Stored items:
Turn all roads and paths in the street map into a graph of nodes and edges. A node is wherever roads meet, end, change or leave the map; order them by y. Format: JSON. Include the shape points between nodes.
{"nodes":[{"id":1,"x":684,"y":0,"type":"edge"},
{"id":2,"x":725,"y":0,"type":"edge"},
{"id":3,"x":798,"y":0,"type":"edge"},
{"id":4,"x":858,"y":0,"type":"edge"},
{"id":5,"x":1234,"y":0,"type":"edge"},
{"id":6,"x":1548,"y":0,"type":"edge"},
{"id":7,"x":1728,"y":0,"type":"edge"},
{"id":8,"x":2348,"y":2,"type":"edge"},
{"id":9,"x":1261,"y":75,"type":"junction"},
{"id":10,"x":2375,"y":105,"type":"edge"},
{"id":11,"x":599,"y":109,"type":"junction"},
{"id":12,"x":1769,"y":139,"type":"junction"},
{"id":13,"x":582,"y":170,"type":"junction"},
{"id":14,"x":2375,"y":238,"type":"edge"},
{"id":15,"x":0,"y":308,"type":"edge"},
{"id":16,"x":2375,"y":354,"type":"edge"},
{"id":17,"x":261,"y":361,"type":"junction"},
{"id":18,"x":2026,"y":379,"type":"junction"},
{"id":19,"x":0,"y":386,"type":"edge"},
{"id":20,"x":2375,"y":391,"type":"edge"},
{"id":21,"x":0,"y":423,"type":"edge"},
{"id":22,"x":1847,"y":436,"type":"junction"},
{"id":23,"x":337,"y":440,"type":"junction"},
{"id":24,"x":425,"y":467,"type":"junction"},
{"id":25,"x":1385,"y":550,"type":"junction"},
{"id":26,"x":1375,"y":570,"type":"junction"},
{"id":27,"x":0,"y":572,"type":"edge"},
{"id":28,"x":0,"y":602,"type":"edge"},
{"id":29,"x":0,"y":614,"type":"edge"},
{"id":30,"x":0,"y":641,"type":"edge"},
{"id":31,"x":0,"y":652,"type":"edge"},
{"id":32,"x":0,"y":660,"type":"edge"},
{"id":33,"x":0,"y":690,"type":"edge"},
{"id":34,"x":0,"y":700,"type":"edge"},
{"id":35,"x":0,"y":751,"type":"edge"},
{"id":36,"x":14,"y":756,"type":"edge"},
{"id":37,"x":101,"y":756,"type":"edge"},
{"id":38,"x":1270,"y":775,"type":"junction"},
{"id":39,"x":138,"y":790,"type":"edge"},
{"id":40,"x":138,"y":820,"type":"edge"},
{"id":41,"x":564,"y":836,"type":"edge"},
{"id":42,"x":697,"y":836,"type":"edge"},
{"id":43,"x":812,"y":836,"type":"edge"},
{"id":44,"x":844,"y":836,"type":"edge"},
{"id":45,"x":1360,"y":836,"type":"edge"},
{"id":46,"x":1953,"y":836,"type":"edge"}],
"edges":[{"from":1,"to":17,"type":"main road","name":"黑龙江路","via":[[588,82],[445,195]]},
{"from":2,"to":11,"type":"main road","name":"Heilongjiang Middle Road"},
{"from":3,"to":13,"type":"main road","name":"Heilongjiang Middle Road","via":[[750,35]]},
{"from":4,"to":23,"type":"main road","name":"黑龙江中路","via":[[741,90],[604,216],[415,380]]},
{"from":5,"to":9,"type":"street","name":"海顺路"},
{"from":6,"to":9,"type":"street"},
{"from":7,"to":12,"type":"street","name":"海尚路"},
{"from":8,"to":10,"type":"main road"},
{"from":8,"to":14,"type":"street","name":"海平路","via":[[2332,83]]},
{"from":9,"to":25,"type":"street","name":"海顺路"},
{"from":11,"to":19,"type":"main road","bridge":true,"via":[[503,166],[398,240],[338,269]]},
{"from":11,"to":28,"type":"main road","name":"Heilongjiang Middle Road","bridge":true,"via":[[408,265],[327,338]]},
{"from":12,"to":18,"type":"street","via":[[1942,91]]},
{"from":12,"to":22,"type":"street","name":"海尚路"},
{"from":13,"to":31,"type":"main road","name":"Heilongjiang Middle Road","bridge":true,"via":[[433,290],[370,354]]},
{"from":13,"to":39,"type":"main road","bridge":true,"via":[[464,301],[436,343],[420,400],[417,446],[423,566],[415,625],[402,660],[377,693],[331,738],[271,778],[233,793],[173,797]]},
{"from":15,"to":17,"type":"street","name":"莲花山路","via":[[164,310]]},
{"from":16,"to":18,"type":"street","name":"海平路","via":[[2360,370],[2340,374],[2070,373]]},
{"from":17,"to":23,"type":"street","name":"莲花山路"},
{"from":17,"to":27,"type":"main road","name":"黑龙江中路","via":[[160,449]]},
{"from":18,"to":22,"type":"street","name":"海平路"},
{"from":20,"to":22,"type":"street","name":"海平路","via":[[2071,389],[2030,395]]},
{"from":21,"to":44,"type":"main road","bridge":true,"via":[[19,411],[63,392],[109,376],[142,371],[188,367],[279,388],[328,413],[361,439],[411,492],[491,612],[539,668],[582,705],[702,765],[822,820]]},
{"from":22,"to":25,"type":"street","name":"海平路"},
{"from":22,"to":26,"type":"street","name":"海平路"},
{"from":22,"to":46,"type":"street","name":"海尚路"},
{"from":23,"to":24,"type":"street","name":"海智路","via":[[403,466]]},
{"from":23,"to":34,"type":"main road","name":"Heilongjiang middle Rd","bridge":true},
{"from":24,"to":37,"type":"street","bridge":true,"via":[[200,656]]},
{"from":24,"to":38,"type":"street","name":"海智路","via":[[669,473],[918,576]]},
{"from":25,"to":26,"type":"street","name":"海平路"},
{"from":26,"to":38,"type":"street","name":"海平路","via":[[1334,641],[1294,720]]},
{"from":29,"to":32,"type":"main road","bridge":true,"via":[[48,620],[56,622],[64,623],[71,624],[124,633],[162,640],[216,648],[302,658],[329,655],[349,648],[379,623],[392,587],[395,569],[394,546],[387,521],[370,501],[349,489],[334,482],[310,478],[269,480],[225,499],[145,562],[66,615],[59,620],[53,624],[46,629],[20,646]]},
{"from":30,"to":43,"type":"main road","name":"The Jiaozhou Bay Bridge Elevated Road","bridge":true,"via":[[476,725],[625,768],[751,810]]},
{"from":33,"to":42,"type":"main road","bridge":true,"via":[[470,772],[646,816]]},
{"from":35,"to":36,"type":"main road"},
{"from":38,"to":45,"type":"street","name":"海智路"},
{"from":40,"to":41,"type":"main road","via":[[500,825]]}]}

> **What you will do**
Tally up the lines above in which "莲花山路" occurs. Give the result as a bare number.

> **Result for this task**
2